▶ _PROBLEM TO SOLVE_: Wherever an image appears in the data, omit it and copy all the remaining text word for word.

▼

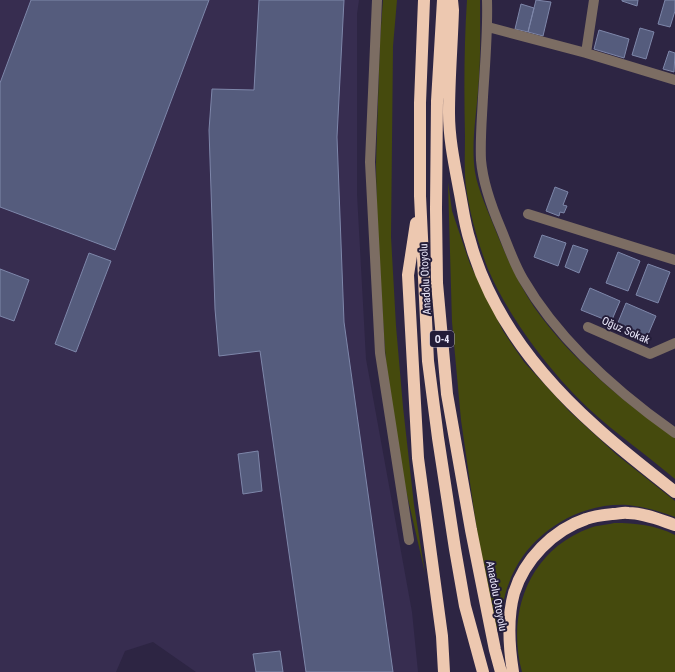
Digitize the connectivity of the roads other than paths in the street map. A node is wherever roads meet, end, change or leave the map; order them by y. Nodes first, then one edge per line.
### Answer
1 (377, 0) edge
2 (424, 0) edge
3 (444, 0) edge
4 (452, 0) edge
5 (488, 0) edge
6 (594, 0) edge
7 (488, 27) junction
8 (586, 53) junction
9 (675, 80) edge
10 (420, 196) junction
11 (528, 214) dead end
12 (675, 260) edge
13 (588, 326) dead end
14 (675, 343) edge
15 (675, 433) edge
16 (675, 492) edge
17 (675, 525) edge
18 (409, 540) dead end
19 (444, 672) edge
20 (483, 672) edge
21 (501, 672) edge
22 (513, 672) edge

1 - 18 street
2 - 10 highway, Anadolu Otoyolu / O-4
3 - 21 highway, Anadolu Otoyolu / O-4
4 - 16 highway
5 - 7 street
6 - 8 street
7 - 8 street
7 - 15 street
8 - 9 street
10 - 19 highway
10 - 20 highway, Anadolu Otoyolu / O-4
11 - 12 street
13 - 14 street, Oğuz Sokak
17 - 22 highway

▲

▶ _RESULT FOR THIS EXERCISE_:
Digitize the connectivity of the roads other than paths in the street map. A node is wherever roads meet, end, change or leave the map; order them by y. Nodes first, then one edge per line.
### Answer
1 (377, 0) edge
2 (424, 0) edge
3 (444, 0) edge
4 (452, 0) edge
5 (488, 0) edge
6 (594, 0) edge
7 (488, 27) junction
8 (586, 53) junction
9 (675, 80) edge
10 (420, 196) junction
11 (528, 214) dead end
12 (675, 260) edge
13 (588, 326) dead end
14 (675, 343) edge
15 (675, 433) edge
16 (675, 492) edge
17 (675, 525) edge
18 (409, 540) dead end
19 (444, 672) edge
20 (483, 672) edge
21 (501, 672) edge
22 (513, 672) edge

1 - 18 street
2 - 10 highway, Anadolu Otoyolu / O-4
3 - 21 highway, Anadolu Otoyolu / O-4
4 - 16 highway
5 - 7 street
6 - 8 street
7 - 8 street
7 - 15 street
8 - 9 street
10 - 19 highway
10 - 20 highway, Anadolu Otoyolu / O-4
11 - 12 street
13 - 14 street, Oğuz Sokak
17 - 22 highway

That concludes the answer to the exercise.